蛋白本身結構不穩定或變性使疏水氨基酸暴露，與其他分子的疏水區域結合，促進聚集。

濃度過高

高濃度表達/純化狀態下，蛋白分子之間相互作用幾率增加，誘導聚集。

不適宜的pH與鹽離子強度

蛋白遠離等電點（pI）時帶電荷，極易因電荷中和/屏蔽而聚集。某些離子可穩定或破壞蛋白間作用。

氧化、化學修飾

半胱氨酸氧化，形成異常二硫鍵；甲硫氨酸、賴氨酸等被修飾，導致空間構象改變，進而聚集。

缺乏分子伴侶（chaperone）輔助折疊

原核、真核表達系統里，某些蛋白不易被正常折疊，誤折導致包涵體（聚體）形成。

溫度、剪切力等物理因素

劇烈震蕩、凍融、加熱均可造成蛋白變性和聚集。

長時間存放

蛋白隨時間發生構象變化，聚集逐漸形成不溶或非功能性聚體。

二、蛋白聚體的解決方法

1. 優化表達與折疊條件

降低誘導溫度：重組表達時（如大腸桿菌），降低誘導溫度（如16–25°C），減慢折疊過程，減少包涵體。

降低表達量：調控誘導劑（如IPTG）用量，不要“大量暴力表達”。

加入分子伴侶：如GroEL/GroES、DnaK等輔助折疊，防止錯誤聚集。

2. 純化過程優化

合理選擇緩沖液：包含適當的pH、鹽濃度、防止蛋白帶電中和（聚集往往在等電點附近加劇）；如Tris、PBS、HEPES等。

添加防止聚集劑：加入甘油、蔗糖、鹽（KCl、NaCl）、精氨酸、谷氨酸等常見穩定劑。

使用還原劑：如DTT、β-mercaptoethanol，防止二硫鍵異常交聯。

加分子穩定劑：比如Triton X-100、Tween-20等非離子型表面活性劑低濃度使用。

3. 結構與純度調整

點突變工程：針對疏水暴露、易聚集區，點突變為更親水的氨基酸，如將暴露的Leu/Val/Met改為Ser/Asp等。

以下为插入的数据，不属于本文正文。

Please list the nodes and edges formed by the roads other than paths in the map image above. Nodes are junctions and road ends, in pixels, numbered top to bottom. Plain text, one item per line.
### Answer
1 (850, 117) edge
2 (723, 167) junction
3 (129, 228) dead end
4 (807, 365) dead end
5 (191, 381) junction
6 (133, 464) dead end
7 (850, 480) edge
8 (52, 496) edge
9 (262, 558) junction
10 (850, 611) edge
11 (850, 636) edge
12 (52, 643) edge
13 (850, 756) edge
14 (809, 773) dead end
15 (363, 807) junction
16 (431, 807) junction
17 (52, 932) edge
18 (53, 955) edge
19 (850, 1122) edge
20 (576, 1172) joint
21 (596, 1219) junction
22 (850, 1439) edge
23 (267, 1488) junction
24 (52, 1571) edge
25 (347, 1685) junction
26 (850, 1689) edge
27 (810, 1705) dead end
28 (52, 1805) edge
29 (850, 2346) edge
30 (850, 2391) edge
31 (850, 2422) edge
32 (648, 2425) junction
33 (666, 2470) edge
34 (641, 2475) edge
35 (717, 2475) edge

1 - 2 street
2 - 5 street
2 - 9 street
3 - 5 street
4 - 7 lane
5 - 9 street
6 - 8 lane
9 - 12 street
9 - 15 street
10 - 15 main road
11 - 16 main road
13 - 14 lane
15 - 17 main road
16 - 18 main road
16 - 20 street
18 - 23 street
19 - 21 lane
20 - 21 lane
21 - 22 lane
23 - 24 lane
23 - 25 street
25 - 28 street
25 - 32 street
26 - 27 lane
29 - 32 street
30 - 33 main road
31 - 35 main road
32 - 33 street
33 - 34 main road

融合標簽：如GST、MBP、SUMO等大標簽有助于提高蛋白溶解性，減少聚集。

分步純化/稀釋濃度：降低濃度、或分做小批量，每步都加穩定劑。

4. 存儲與處理改進

分裝凍存，避免多次凍融。

低溫保存（4°C/-80°C等），加甘油/蔗糖等保護劑。

避免劇烈攪動、強烈震蕩。

5. 重新折疊處理

對于已形成包涵體的蛋白：

用高濃度尿素/鹽酸胍變性，稀釋下逐步除去變性劑，緩慢復性。

結合稀釋、加入分子伴侶、小分子穩定劑等輔助復性。

三、實驗判定與優化流程

用**SEC（凝膠過濾/體積排阻層析）**或DLS（動態光散射）分析蛋白單體/聚體比例。

SDS-PAGE判定不溶蛋白聚集。

逐步調整上述方法，檢測蛋白活性與聚集比例。

小結：

蛋白聚體形成的主要原因是結構不穩定、疏水暴露、環境不適等，解決方法可通過表達參數優化、穩定劑添加、工程突變、適宜儲存等進行改善。具體步驟根據蛋白類型和應用場景調整。